• Exercise
Find the line with "index pip: (443, 202)". Repeat it and each line after it, exactly, down to the end of the records below.

• Given data
————————

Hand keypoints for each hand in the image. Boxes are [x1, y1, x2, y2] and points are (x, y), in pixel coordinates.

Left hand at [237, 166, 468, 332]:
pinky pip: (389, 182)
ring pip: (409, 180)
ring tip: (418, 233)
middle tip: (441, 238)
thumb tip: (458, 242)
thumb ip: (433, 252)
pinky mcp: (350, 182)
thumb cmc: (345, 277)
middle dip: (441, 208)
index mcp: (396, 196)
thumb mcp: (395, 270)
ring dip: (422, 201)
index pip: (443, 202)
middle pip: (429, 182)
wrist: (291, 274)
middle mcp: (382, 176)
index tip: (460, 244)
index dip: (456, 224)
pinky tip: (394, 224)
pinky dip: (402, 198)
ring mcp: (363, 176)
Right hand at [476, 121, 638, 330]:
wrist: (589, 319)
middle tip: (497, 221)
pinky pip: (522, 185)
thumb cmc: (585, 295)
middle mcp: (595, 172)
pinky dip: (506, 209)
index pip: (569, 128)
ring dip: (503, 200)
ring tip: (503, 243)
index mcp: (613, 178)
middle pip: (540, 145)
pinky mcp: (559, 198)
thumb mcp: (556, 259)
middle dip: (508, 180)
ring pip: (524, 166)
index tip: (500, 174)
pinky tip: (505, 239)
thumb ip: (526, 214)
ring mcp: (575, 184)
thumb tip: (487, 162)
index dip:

————————

• Task solution
index pip: (443, 202)
middle pip: (429, 182)
wrist: (291, 274)
middle mcp: (382, 176)
index tip: (460, 244)
index dip: (456, 224)
pinky tip: (394, 224)
pinky dip: (402, 198)
ring mcp: (363, 176)
Right hand at [476, 121, 638, 330]:
wrist: (589, 319)
middle tip: (497, 221)
pinky pip: (522, 185)
thumb cmc: (585, 295)
middle mcp: (595, 172)
pinky dip: (506, 209)
index pip: (569, 128)
ring dip: (503, 200)
ring tip: (503, 243)
index mcp: (613, 178)
middle pip: (540, 145)
pinky mcp: (559, 198)
thumb mcp: (556, 259)
middle dip: (508, 180)
ring pip: (524, 166)
index tip: (500, 174)
pinky tip: (505, 239)
thumb ip: (526, 214)
ring mcp: (575, 184)
thumb tip: (487, 162)
index dip:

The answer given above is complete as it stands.